August 28, 2004

"Moo, dammit" indeed.

Gordon the Cranky Neo-Con (question: have you ever met a perky Neo-con? You know, kind of a pre-skanky Katie Couric with that come hither "I just banged Leo Strauss AND Alan Bloom" sort of look in her eyes? No? Me neither, alas.) points us to what surely must be the greatest compliment in the blogworld: derivative imitation. Now, to join Apalca Burger we have Sacred Cow Burgers.

Granted, they're not a blog, but a pure pshop parody site. And we claim all credit for inventing the "butcher shop" theme.

Yips, dammit!

Posted by Steve at 11:20 PM | Comments (1) | TrackBack

Mon Dieu!

The Commissar reports that the Iraq wackjobs have kidnapped a French journalist, and have demnaded that Chirac overturn the policy against wearing the hijab in school within 48 hours.

Draw your own conclusions.

Posted by Steve at 11:09 PM | Comments (0) | TrackBack

You know the whole blogging thing has gotten out of hand when...

when Salam Pax--the most famous blogger in the Middle East-- links to your pshop hit attack on a revered religious leader, and all you can think about is "Hey, the bastard didn't track back right.....I'm not getting credit for the 'inbound unique'!!!!"

Thanks a lot, Jeff!

Posted by Steve at 02:39 PM | Comments (2) | TrackBack

Three quickies

I've got to finish the conference paper this weekend or I'm toast. But three quick observations:

1. Someone found our site looking for "llama emoticons." Three words, buddy: For. The. Love. of. Gawd. NO! Okay, that's five, but you get my drift.

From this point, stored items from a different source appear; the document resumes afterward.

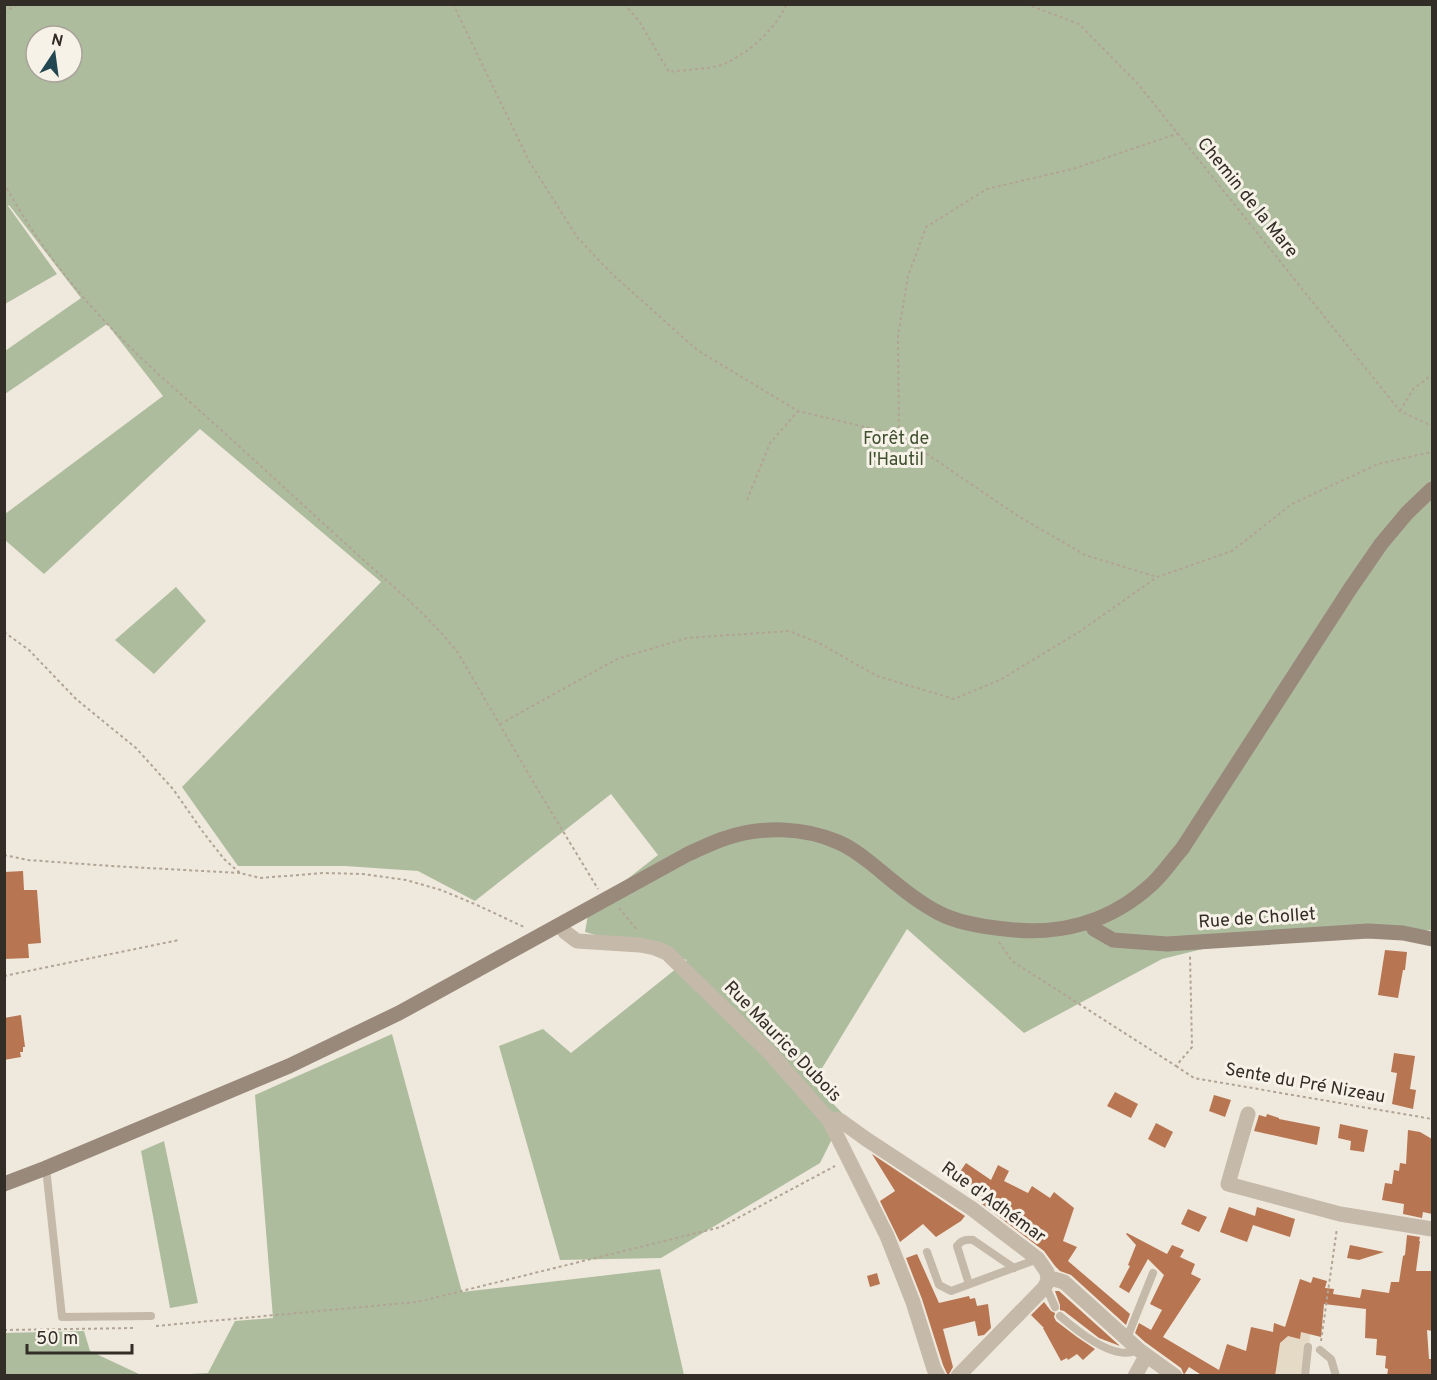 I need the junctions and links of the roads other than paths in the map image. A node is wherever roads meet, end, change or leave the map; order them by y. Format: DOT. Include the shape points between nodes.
graph roads {
  1 [pos="1432,489"];
  2 [pos="1091,922"];
  3 [pos="560,925"];
  4 [pos="1432,939"];
  5 [pos="1248,1114"];
  6 [pos="829,1120"];
  7 [pos="46,1168"];
  8 [pos="4,1184"];
  9 [pos="1432,1229"];
  10 [pos="927,1252"];
  11 [pos="1038,1259"];
  12 [pos="1014,1268"];
  13 [pos="1153,1273"];
  14 [pos="1046,1283"];
  15 [pos="969,1284"];
  16 [pos="1055,1307"];
  17 [pos="152,1316"];
  18 [pos="1060,1316"];
  19 [pos="1126,1338"];
  20 [pos="1308,1347"];
  21 [pos="1320,1350"];
  22 [pos="1142,1353"];
  23 [pos="938,1376"];
  24 [pos="958,1376"];
  25 [pos="1135,1376"];
  26 [pos="1175,1376"];
  27 [pos="1305,1376"];
  28 [pos="1336,1376"];
  1 -- 2 [label="main road" via="1381,544 1182,849 1146,889"];
  2 -- 3 [label="main road" via="1029,932 989,927 940,913 838,842 788,830 767,830 726,838 688,854 611,904"];
  2 -- 4 [label="main road, Rue de Chollet" via="1094,929 1113,940 1167,944 1368,931"];
  3 -- 6 [label="street, Rue Maurice Dubois" via="577,941 640,945 667,953 770,1053"];
  3 -- 7 [label="main road" via="399,1013 289,1066"];
  5 -- 9 [label="street" via="1228,1184 1340,1215"];
  6 -- 11 [label="street, Rue d'Adhémar" via="841,1121 971,1208"];
  6 -- 23 [label="street, Rue Maurice Dubois" via="887,1236"];
  7 -- 8 [label="main road"];
  7 -- 17 [label="lane" via="62,1317"];
  10 -- 15 [label="lane" via="939,1285 951,1291"];
  11 -- 12 [label="lane"];
  11 -- 14 [label="street, Rue d'Adhémar" via="1047,1272"];
  12 -- 15 [label="lane"];
  12 -- 15 [label="lane" via="967,1239 957,1246"];
  13 -- 19 [label="lane"];
  14 -- 16 [label="lane"];
  14 -- 19 [label="street" via="1054,1279 1064,1282"];
  14 -- 24 [label="street"];
  18 -- 22 [label="lane" via="1102,1346 1118,1352"];
  19 -- 22 [label="street"];
  20 -- 27 [label="lane"];
  21 -- 28 [label="lane" via="1331,1359"];
  22 -- 25 [label="street"];
  22 -- 26 [label="street"];
}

Emoticons are evil, quite possibly the thing I hate most about the world of computing other than the Cult of Jobs. Emoticons are the red-headed bastard child of that stupid animated computer clip on Microsoft Word and the Idiot's Guide dude.

I hate them with the white hot intensity of a thousand suns. Nothing makes me want to pull an Elvis and get out a large caliber handgun and shoot my monitor more than emoticons.

(breath deeply).......

2. First he double-llama dares us to give a "Queer Makeover" to Ayatollah Sistiani, and when we do, he says we're going to Hell for it. Well now. I'm beginning to think "Jeff" over at Beautiful Atrios-ities was just an agent provocateur for the Saudi Ministry for the Promotion of Virtue and Prevention of Vice. Furthermore, he thinks we made Sistiani look like Gloria Vanderbilt, when clearly we were going for an Elton John circa 1979 sort of look.

3.Advice for the day: don't mess with Grandma Decee. How to describe Grandma Decee? Think Sarah Connor in a Gingham Dress, serving up hot toddies all the while using an RPG to blow the head of a Terminator plowing through her peones. It's a pretty sight!

Posted by Steve at 10:39 AM | Comments (7) | TrackBack

More Gratuitous Llama Recommentations

Don't you just hate people who tell you that you should try something? Me too. But don't you just love doing it to other people? Me too.

I have started in on Doctor Dogbody's Leg by James Norman Hall. (Hall, it turns out, is half of the duo of Nordhoff and Hall, who co-wrote Mutiny on the Bounty.) Doctor Dogbody is a one-legged surgeon of many years' service in the Royal Navy. With Napoleon safely deposited on St. Helena, he holds forth at The Cheerful Tortoise, an inn in Portsmouth (rather like Mr. Mulliner's Angler's Rest). Each of the stories in the book is a different account of how the good Doctor lost his "larboard" leg, and contains a delightful mix of outrageous lies, good natured chaff and gripping adventure. Hall's writing is not nearly as rich as Patrick O'Brian's, but it is a step up from C.S. Forster's Hornblower saga. (Doctor Dogbody is also considerably more cheerful than the dour Horatio who, in my humble opinion, gets rather tedious sometimes.) Hall obviously loves both the period and his characters.

If you are a Patrick O'Brian fan, I'd heartily recommend this book.